▶ [What the exercise asks] All lines from the entries below that contain the string "options" should be copied out.

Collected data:
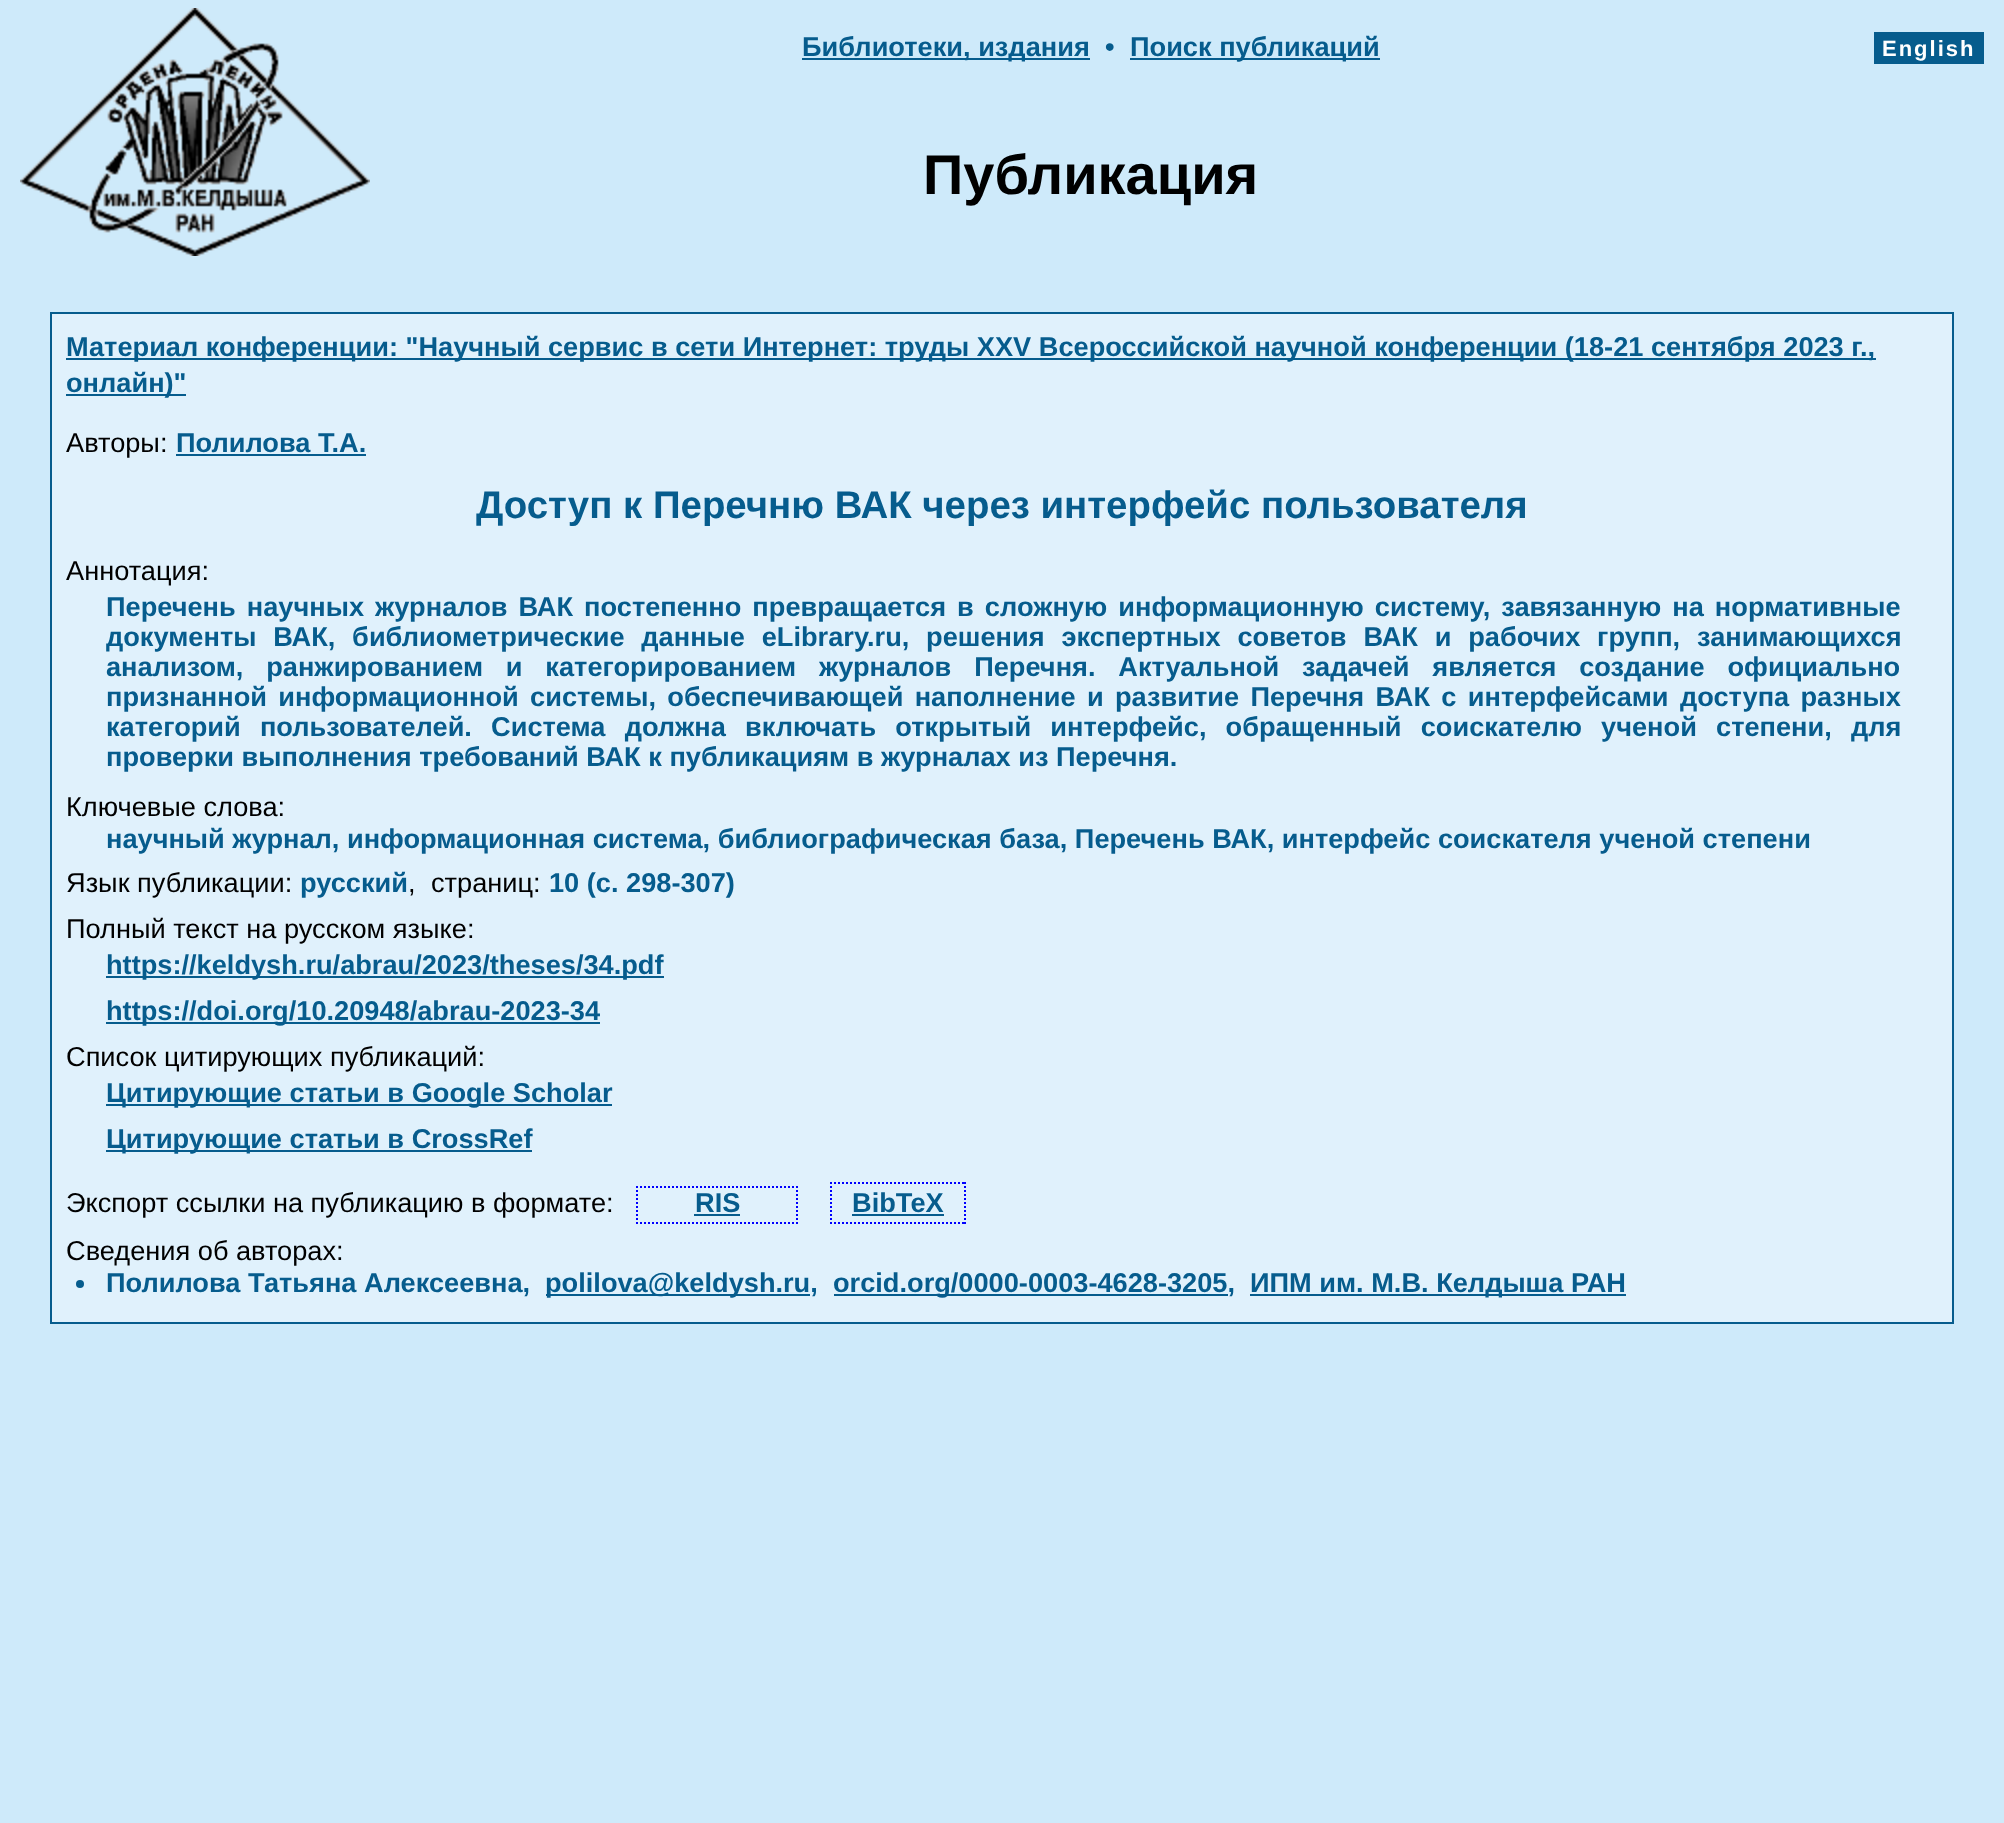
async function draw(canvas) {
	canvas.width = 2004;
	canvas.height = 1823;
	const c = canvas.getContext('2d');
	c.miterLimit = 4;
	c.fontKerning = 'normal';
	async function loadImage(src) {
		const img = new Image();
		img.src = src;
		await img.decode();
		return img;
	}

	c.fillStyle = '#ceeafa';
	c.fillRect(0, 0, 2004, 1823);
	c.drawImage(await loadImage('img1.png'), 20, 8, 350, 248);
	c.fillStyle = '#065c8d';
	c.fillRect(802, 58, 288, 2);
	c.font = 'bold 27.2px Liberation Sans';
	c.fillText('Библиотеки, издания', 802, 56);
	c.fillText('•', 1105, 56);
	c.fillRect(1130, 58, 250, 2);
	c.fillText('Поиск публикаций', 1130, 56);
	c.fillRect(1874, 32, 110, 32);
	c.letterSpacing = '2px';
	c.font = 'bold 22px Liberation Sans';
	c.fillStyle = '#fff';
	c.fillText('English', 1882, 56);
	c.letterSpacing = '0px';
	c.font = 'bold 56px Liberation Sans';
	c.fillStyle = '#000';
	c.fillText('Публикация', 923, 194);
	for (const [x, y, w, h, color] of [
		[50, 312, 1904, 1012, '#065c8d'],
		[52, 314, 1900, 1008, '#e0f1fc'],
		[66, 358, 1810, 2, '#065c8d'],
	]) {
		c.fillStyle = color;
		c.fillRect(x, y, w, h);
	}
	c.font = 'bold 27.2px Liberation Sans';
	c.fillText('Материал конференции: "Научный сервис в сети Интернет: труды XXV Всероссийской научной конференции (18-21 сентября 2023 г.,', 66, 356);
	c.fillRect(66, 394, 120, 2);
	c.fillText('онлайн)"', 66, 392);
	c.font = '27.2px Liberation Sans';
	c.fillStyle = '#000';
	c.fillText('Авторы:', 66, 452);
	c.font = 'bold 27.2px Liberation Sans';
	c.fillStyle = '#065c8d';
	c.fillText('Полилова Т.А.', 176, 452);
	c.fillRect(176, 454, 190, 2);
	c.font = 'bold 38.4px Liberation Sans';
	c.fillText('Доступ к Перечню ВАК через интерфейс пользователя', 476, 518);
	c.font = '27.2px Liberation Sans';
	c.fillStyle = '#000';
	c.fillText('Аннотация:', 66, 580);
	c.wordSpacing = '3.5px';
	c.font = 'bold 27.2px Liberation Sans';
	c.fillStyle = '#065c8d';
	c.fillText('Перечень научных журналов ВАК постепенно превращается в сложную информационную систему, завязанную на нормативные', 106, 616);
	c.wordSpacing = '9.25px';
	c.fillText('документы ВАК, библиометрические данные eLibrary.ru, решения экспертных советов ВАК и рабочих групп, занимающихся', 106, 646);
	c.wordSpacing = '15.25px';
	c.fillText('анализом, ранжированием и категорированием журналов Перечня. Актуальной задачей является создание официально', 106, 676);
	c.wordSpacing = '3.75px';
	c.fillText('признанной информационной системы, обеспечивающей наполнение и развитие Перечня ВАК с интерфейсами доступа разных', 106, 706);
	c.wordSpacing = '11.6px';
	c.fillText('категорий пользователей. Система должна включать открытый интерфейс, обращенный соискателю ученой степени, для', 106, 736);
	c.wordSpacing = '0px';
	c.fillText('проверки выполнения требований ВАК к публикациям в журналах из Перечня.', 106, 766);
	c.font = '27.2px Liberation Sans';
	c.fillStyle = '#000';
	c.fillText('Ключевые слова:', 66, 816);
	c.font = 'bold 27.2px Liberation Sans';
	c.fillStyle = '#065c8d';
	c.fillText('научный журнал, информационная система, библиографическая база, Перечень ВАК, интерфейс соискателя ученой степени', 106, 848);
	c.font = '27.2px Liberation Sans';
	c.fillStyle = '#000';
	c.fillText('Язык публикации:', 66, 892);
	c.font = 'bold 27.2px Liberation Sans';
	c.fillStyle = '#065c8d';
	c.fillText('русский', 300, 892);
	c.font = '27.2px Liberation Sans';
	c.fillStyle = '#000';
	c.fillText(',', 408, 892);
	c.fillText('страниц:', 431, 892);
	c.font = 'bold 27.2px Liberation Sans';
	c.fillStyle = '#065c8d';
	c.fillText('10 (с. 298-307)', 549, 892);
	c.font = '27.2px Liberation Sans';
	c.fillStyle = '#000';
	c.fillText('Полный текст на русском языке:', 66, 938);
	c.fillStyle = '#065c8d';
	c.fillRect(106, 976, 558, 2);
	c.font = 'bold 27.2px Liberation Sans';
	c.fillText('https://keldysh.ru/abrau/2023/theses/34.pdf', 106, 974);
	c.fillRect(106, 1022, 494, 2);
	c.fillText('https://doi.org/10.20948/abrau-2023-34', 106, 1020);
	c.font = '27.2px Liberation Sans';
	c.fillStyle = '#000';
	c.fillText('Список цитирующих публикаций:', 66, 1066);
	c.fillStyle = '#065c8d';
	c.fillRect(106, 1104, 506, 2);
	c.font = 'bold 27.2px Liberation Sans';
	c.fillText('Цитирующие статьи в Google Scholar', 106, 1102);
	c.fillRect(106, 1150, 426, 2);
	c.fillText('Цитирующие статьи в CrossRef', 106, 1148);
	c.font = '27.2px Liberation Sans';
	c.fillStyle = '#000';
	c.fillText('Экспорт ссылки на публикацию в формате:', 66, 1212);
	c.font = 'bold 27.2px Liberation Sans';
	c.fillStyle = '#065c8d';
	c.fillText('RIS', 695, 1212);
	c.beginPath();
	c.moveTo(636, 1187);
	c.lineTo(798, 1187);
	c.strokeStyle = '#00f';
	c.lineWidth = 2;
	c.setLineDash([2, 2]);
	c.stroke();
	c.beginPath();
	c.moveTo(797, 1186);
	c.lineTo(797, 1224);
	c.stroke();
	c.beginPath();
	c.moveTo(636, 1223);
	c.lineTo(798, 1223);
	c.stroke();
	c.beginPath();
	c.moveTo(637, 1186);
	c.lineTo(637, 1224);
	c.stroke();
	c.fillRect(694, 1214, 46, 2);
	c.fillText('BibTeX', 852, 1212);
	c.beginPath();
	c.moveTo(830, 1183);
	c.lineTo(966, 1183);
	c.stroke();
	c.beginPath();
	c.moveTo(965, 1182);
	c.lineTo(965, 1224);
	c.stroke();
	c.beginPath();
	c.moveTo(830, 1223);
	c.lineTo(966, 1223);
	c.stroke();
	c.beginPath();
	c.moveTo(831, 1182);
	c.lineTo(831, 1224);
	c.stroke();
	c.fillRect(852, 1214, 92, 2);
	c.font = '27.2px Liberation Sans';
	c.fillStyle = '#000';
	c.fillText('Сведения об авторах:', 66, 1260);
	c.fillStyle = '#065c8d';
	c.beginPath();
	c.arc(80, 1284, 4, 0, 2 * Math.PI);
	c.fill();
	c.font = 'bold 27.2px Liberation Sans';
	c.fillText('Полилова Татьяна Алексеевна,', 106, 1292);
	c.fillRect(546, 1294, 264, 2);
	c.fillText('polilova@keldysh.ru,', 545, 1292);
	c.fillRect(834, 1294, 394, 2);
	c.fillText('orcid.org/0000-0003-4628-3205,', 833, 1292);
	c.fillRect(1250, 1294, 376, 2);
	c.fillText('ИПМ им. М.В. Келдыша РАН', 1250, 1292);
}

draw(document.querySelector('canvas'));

---

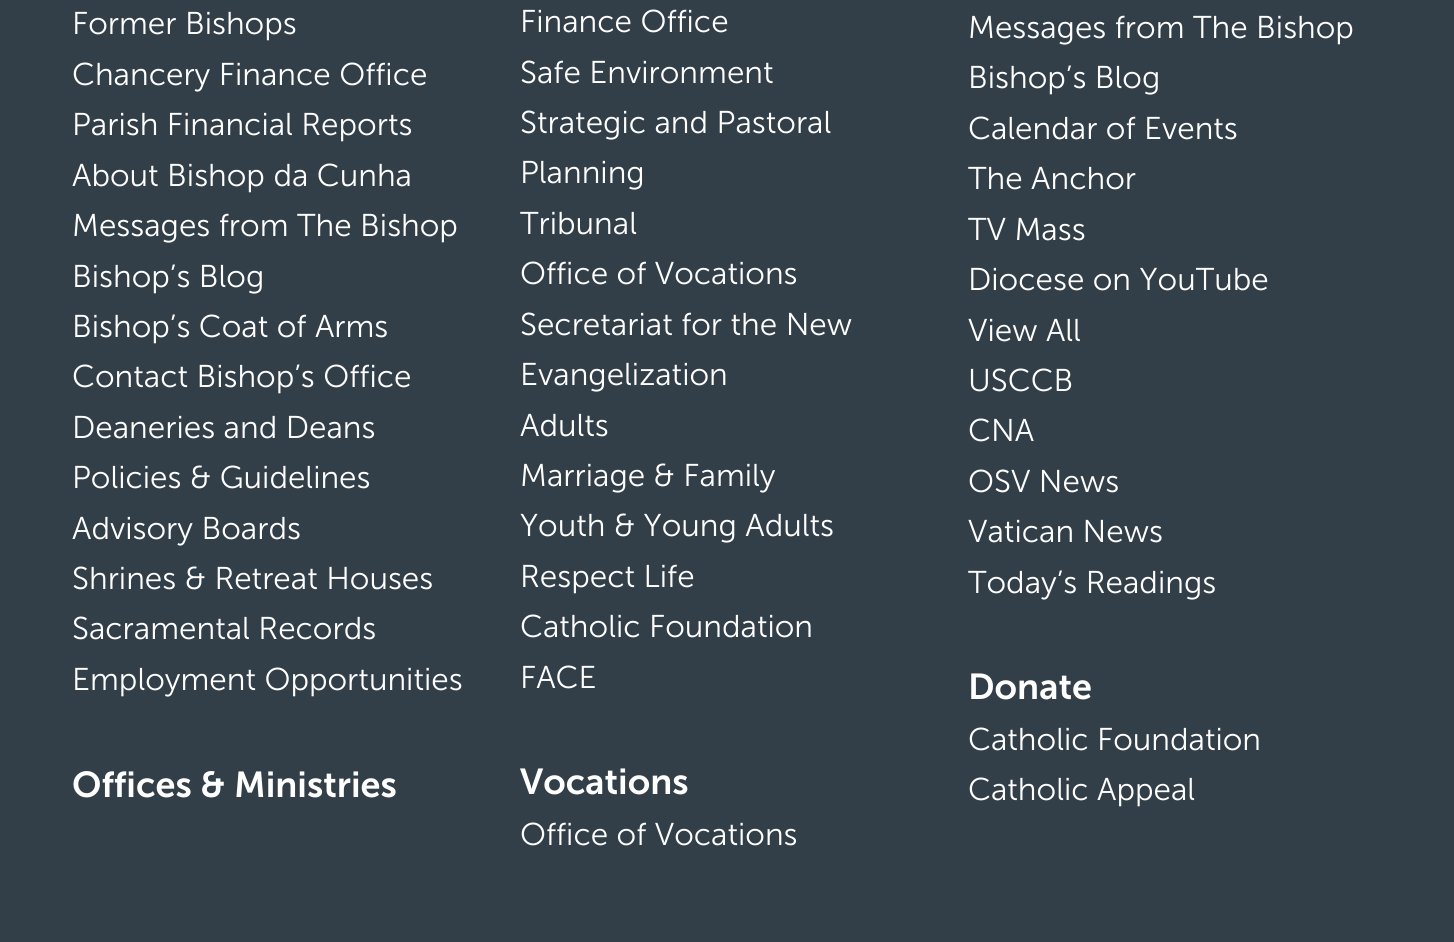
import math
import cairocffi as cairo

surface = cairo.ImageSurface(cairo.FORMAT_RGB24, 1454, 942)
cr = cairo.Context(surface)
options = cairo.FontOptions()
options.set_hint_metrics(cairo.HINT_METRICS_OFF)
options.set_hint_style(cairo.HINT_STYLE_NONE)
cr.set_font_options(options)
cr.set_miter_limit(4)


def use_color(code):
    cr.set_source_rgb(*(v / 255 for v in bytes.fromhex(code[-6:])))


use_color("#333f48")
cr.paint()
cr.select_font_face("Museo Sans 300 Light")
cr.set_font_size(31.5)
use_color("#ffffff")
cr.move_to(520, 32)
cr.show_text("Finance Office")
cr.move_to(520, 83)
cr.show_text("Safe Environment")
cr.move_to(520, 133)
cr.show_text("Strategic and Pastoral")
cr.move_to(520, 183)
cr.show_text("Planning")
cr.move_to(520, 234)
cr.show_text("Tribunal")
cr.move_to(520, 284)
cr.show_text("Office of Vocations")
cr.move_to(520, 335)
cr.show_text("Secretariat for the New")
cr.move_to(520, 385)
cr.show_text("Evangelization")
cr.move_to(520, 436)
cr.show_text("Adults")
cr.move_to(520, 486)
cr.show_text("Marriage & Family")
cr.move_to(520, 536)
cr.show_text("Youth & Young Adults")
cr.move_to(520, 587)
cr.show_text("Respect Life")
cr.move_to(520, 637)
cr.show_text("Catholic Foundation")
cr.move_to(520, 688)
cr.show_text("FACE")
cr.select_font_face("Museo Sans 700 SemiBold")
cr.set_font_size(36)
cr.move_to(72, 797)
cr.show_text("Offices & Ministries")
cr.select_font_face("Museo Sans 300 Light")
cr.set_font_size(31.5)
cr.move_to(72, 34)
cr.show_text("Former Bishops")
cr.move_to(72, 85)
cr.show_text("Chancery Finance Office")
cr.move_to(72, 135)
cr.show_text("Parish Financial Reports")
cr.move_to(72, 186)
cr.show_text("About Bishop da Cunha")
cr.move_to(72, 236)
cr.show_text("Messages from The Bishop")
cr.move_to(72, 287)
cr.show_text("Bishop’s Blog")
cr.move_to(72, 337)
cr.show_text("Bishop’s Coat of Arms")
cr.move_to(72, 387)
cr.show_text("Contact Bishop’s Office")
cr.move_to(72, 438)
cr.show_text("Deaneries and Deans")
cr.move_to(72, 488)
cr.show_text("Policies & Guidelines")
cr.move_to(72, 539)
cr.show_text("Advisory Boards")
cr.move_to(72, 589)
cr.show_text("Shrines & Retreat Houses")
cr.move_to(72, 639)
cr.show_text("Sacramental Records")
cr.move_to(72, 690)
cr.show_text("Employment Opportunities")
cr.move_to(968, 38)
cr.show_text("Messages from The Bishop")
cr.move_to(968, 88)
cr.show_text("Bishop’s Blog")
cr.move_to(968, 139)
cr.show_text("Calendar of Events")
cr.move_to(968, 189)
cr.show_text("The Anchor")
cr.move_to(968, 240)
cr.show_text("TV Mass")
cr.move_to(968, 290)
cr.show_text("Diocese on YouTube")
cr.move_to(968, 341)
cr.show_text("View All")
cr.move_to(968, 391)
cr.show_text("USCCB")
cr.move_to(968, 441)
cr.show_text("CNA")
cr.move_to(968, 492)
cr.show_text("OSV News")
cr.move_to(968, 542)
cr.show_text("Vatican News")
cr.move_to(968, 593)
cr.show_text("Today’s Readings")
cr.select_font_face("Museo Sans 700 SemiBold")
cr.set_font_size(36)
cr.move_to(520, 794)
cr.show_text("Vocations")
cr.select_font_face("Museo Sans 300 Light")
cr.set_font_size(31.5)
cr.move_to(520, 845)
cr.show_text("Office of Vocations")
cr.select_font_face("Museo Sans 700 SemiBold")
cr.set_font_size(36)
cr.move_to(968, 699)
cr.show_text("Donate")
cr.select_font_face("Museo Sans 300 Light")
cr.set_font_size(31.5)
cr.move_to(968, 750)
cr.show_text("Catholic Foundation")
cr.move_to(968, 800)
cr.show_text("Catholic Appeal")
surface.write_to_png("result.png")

▶ [Solution to this task]
options = cairo.FontOptions()
options.set_hint_metrics(cairo.HINT_METRICS_OFF)
options.set_hint_style(cairo.HINT_STYLE_NONE)
cr.set_font_options(options)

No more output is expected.